Famous for its full-bodied, seductive and spicy reds with flavor and aroma characteristics reminiscent of black cherry, baked raspberry, garrigue, olive tapenade, lavender and baking spice, Chateauneuf-du-Pape is the leading sub-appellation of the southern Rhône River Valley. Large pebbles resembling river rocks, called "galets" in French, dominate most of the terrain. The stones hold heat and reflect it back up to the low-lying gobelet-trained vines. Though the galets are typical, they are not prominent in every vineyard. Chateau Rayas is the most obvious deviation with very sandy soil.
According to law, eighteen grape varieties are allowed in Chateauneuf-du-Pape and most wines are blends of some mix of these. For reds, Grenache is the star player with Mourvedre and Syrah coming typically second. Others used include Cinsault, Counoise and occasionally Muscardin, Vaccarèse, Picquepoul Noir and Terret Noir.
Only about 6-7% of wine from Chateauneuf-du-Pape is white. Blends and single-varietal bottlings are typically based on the soft and floral Grenache Blanc but Clairette, Bourboulenc and Roussanne are grown with some significance.
The wine of Chateauneuf-du-Pape takes its name from the relocation of the papal court to Avignon. The lore says that after moving in 1309, Pope Clément V (after whom Chateau Pape-Clément in Pessac-Léognan is named) ordered that vines were planted. But it was actually his successor, John XXII, who established the vineyards. The name however, Chateauneuf-du-Pape, translated as "the pope's new castle," didn’t really stick until the 19th century.
With bold fruit flavors and accents of sweet spice, red Rhône blends originated from France’s southern Rhône Valley. Grenache, supported by Syrah and Mourvèdre typically form the base of the blend, while Carignan, Cinsault and Counoise often come in to play. With some creative interpretation, Rhône blends have also become popular in Priorat, Washington, Australia and California.
In the Glass
The taste profile of a Rhône blend will vary according to its individual components, as each variety brings something different to the glass. Grenache is the lightest in color but contributes plenty of ripe red fruit and a plush texture. Syrah supplies dark fruit flavors, along with savory, spicy and earthy notes. Mourvèdre is responsible for a floral perfume and earthy flavor as well as structure and a healthy dose of color. New World examples tend to be fruit-forward in style, while those from the Old World will often have more earth, structure and herbal components on top of ripe red and blue fruit.

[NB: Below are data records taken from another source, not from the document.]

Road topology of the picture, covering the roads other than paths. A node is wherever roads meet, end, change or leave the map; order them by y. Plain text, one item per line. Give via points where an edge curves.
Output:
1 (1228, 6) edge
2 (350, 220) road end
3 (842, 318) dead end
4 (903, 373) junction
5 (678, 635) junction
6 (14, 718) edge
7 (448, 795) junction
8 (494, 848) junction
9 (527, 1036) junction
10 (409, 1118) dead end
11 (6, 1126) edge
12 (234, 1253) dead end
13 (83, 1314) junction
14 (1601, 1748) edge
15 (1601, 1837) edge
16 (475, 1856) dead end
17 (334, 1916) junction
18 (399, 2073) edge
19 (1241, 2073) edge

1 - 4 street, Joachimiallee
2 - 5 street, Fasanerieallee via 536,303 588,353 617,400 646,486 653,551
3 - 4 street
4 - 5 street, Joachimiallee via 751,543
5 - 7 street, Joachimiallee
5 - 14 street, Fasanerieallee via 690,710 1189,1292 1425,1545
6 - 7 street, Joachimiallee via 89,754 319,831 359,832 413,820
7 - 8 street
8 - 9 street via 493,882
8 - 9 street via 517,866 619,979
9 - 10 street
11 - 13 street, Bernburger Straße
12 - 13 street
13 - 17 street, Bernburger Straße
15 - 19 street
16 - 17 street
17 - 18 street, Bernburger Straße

Rhône red blends typically make for very food-friendly wines. These can work with a wide variety of meat-based dishes, playing equally well with beef, pork, lamb or game. Braised beef cheeks, grilled steak or sausages, roasted pork and squab are all fine pairings.
Some regions like to put their own local spin on the red Rhône blend—for example, in Australia’s Barossa Valley, Shiraz is commonly blended with Cabernet Sauvignon to add structure, tannin and a long finish. Grenache-based blends from Priorat often include Carignan (known locally as Cariñena) and Syrah, but also international varieties like Merlot and Cabernet Sauvignon. In California, anything goes, and it is not uncommon to see Petite Sirah make an appearance.